The RAG Maturity Model (RMM-0 → RMM-5) gives you a concrete scorecard for any RAG system — yours or someone else's.

RAG-Forge is one of the few toolkits that scaffolds production-ready RAG pipelines, runs continuous evaluation as a CI/CD gate, and scores any existing system against a published maturity model — all in one CLI.

RAG Maturity Model

The RMM is the scoring framework at the heart of RAG-Forge. Run rag-forge assess on any audit report to see where your system sits.

Level	Name	Exit Criteria
RMM-0	Naive	Basic vector search works
RMM-1	Better Recall	Hybrid search, Recall@5 > 70%
RMM-2	Better Precision	Reranker active, nDCG@10 +10%
RMM-3	Better Trust	Guardrails, faithfulness > 85%
RMM-4	Better Workflow	Caching, P95 < 4s, cost tracking
RMM-5	Enterprise	Drift detection, CI/CD gates, adversarial tests

Quick Start

npm install -g @rag-forge/cli

# Scaffold a project (use --directory to name the folder)
rag-forge init basic --directory my-rag-project
cd my-rag-project

# Drop your documents into a folder of your choice (or use the example below)
mkdir docs
echo "RAG-Forge is a CLI for building and evaluating RAG pipelines." > docs/example.md

rag-forge index --source ./docs
rag-forge audit --golden-set eval/golden_set.json
rag-forge assess --audit-report reports/audit-report.json

From empty directory to a scored RAG system with a golden set and an audit report — in under a minute.

Installation

CLI (Node.js 20+):

npm install -g @rag-forge/cli

Python packages (Python 3.11+):

pip install rag-forge-core rag-forge-evaluator rag-forge-observability

Templates

Template	Use Case
`basic`	First RAG project, simple Q&A
`hybrid`	Production-ready document Q&A with reranking
`agentic`	Multi-hop reasoning with query decomposition
`enterprise`	Regulated industries with full security suite
`n8n`	AI automation agency deployments

Templates generate editable source code in your project — not framework dependencies. Fork the code, not the abstraction.

Commands

Category	Commands
Scaffolding	`init`, `add`
Ingestion	`parse`, `chunk`, `index`
Query	`query`, `inspect`
Evaluation	`audit`, `assess`, `golden add`, `golden validate`
Operations	`report`, `cache stats`, `drift report`, `cost`
Security	`guardrails test`, `guardrails scan-pii`
Integration	`serve --mcp`, `n8n export`

Run rag-forge --help for the full command reference.

How RAG-Forge compares

There are great tools in this space. Here's an honest look at where each fits.

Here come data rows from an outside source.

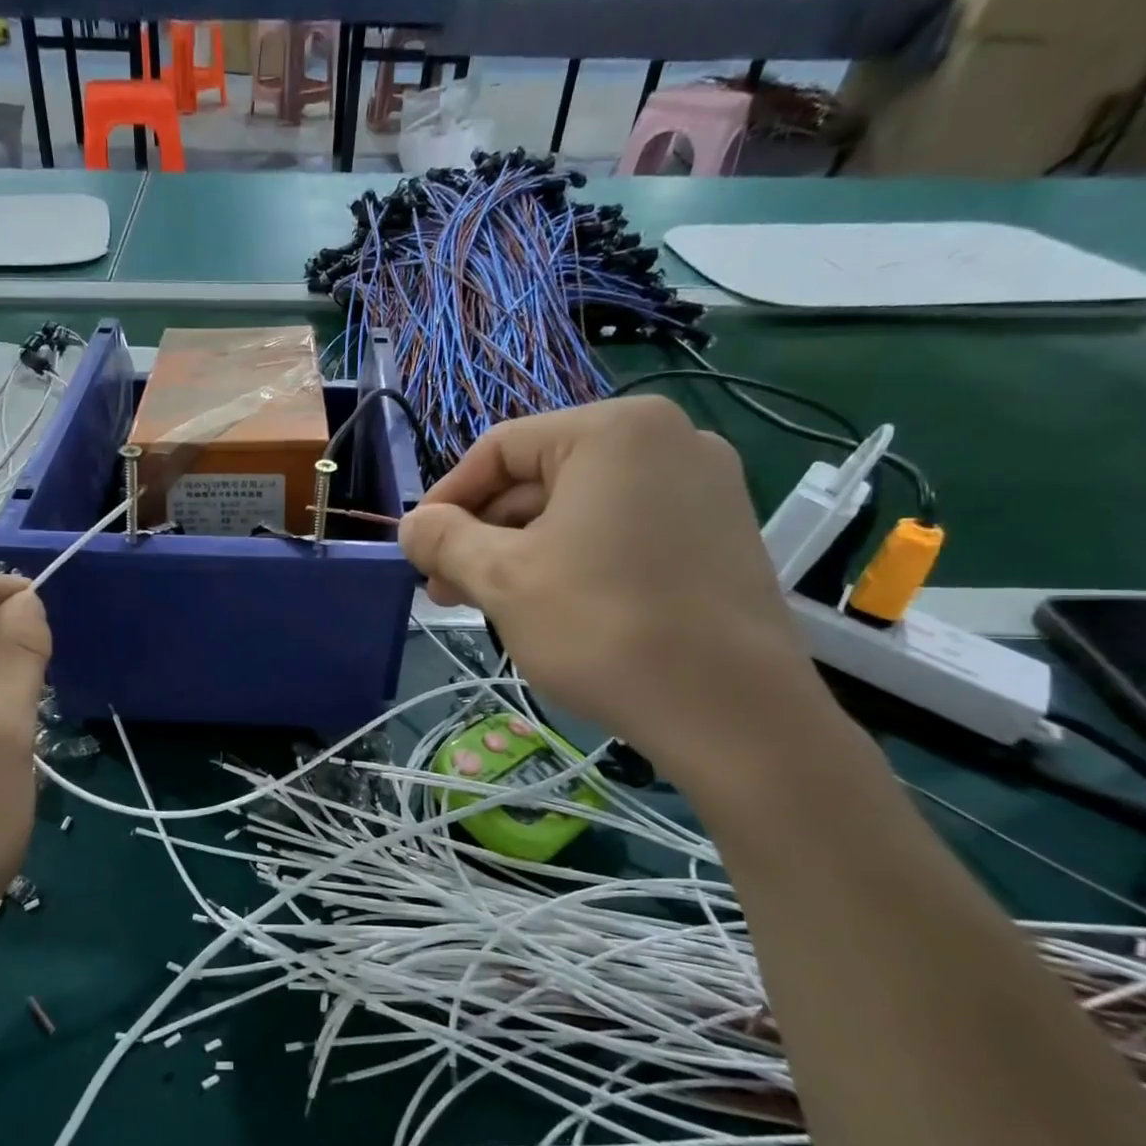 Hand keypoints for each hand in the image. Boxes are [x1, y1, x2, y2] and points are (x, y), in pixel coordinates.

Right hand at [398, 398, 826, 779]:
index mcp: (613, 430)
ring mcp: (703, 487)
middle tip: (446, 590)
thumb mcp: (502, 579)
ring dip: (522, 552)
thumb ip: (443, 540)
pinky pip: (620, 531)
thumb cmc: (604, 627)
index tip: (418, 550)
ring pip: (578, 509)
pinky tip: (551, 608)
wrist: (735, 715)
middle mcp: (667, 439)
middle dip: (484, 534)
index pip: (499, 448)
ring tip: (490, 605)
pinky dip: (573, 561)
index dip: (446, 499)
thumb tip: (411, 525)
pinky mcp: (718, 534)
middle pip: (540, 478) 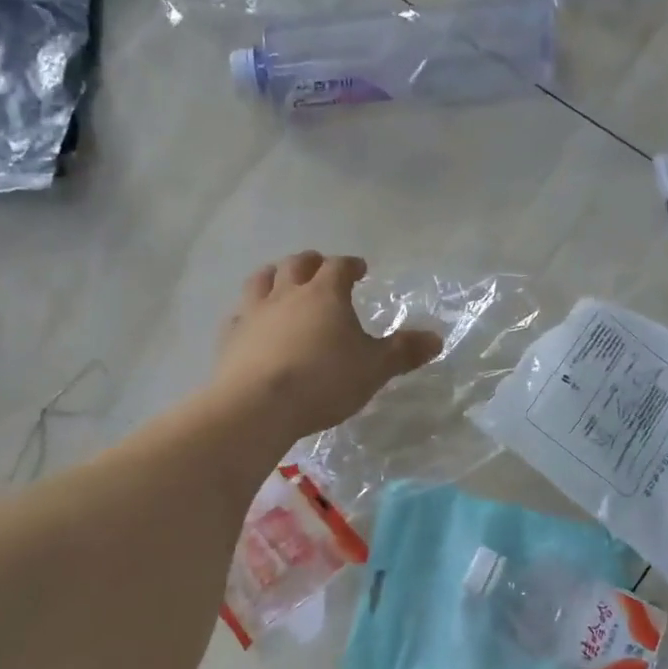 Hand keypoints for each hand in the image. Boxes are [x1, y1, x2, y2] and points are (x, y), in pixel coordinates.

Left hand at [212, 252, 442, 442]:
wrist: (259, 405)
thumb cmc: (324, 381)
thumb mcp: (375, 369)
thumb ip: (404, 351)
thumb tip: (436, 338)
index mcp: (325, 294)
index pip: (339, 266)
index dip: (350, 264)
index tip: (359, 269)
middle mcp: (286, 294)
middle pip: (296, 265)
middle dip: (311, 263)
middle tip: (320, 267)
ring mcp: (254, 313)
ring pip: (261, 281)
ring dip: (274, 276)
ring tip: (281, 281)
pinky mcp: (230, 338)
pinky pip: (238, 315)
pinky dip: (247, 313)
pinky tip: (250, 323) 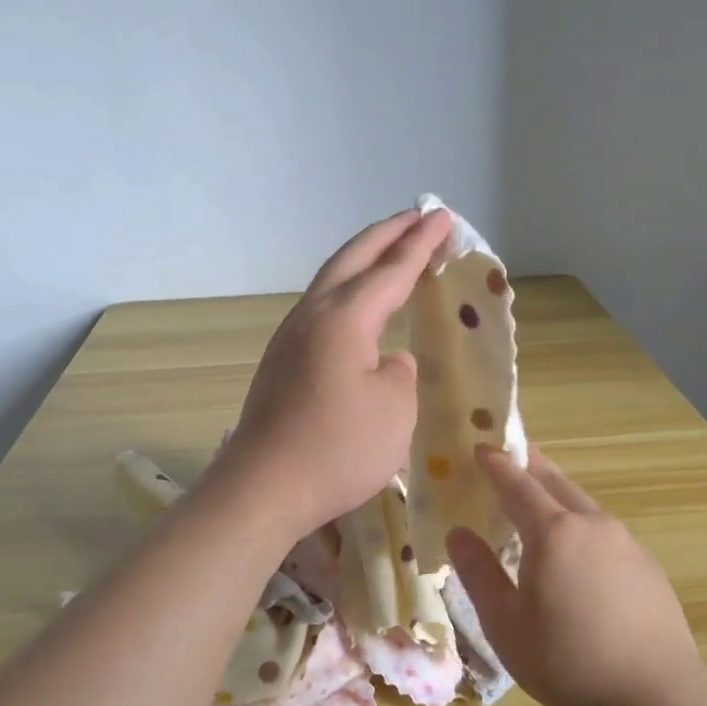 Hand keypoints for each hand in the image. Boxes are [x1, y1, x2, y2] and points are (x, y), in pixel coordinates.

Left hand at [212, 208, 452, 538]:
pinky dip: (347, 291)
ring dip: (363, 260)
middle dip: (387, 235)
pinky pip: (321, 309)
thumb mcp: (394, 410)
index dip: (421, 244)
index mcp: (344, 319)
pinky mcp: (281, 363)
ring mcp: (290, 338)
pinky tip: (357, 307)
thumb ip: (400, 374)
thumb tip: (388, 361)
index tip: (443, 218)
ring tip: (389, 252)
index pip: (391, 270)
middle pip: (351, 259)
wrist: (264, 488)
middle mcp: (312, 316)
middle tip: (418, 217)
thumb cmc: (337, 449)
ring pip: (330, 281)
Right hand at [447, 446, 706, 705]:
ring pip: (581, 504)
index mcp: (554, 532)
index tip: (478, 447)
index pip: (517, 483)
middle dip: (528, 466)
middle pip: (554, 482)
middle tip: (507, 458)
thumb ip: (478, 573)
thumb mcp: (505, 624)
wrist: (657, 696)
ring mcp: (625, 542)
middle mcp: (592, 524)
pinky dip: (578, 524)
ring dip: (554, 495)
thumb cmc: (568, 661)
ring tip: (535, 505)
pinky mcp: (645, 563)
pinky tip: (574, 553)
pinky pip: (602, 530)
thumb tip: (458, 533)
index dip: (495, 463) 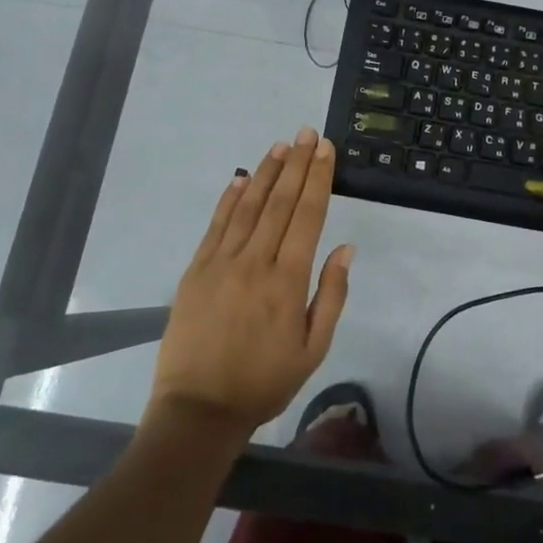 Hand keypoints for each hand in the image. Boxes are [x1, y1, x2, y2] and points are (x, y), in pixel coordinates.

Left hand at [148, 128, 352, 442]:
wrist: (198, 409)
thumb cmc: (264, 382)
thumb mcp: (313, 349)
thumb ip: (331, 295)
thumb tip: (345, 248)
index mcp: (287, 280)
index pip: (307, 216)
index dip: (318, 178)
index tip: (325, 149)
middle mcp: (255, 261)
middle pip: (279, 201)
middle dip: (296, 164)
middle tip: (306, 133)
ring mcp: (221, 262)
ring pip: (248, 206)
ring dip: (265, 173)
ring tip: (280, 146)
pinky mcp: (196, 270)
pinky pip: (216, 225)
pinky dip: (230, 198)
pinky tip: (240, 178) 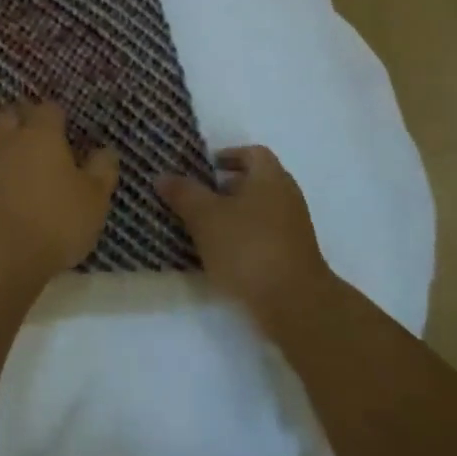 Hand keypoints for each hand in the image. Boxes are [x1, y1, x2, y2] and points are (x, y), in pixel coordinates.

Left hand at [0, 101, 119, 288]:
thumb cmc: (55, 221)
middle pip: (12, 115)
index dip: (58, 116)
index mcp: (41, 134)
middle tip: (42, 141)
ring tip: (26, 172)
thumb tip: (105, 151)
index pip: (48, 108)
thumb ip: (102, 170)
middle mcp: (8, 140)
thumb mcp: (94, 199)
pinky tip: (8, 197)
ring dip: (7, 150)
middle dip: (24, 121)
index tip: (68, 130)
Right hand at [157, 145, 333, 320]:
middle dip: (227, 186)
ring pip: (260, 209)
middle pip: (257, 181)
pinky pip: (264, 234)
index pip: (252, 153)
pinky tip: (222, 254)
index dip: (229, 155)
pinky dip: (244, 237)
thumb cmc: (247, 248)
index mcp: (270, 177)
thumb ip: (184, 193)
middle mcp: (287, 196)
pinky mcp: (293, 255)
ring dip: (234, 214)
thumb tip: (163, 176)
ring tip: (204, 227)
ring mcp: (293, 227)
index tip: (206, 167)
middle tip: (198, 196)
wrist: (293, 302)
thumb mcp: (205, 217) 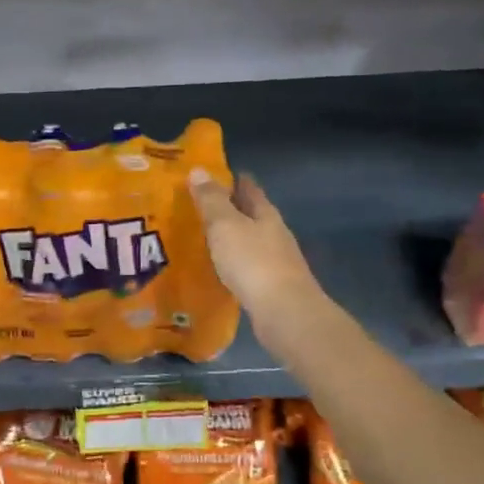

Capability	RAG-Forge	RAGAS	LangChain Eval	Giskard
Scaffolds a RAG pipeline	✓	—	—	—
Evaluation metrics	✓	✓	✓	✓
Maturity scoring (RMM-0 → 5)	✓	—	—	—
CI gate workflow (audit action)	✓	—	partial	partial
MCP server	✓	—	—	—
Guardrails / PII scanning	✓	—	partial	✓
Drift detection	✓	—	—	partial
Multi-language (TS + Python)	✓	—	✓	—
Framework-agnostic	✓	✓	—	✓

Peer strengths worth knowing:

RAGAS has deeper metric research and a large community. RAG-Forge's evaluator supports RAGAS as a backend — run rag-forge audit --evaluator ragas to use it directly.
LangChain Eval has the broadest ecosystem of integrations if you're already invested in LangChain.
Giskard has a strong general-purpose ML testing story beyond RAG.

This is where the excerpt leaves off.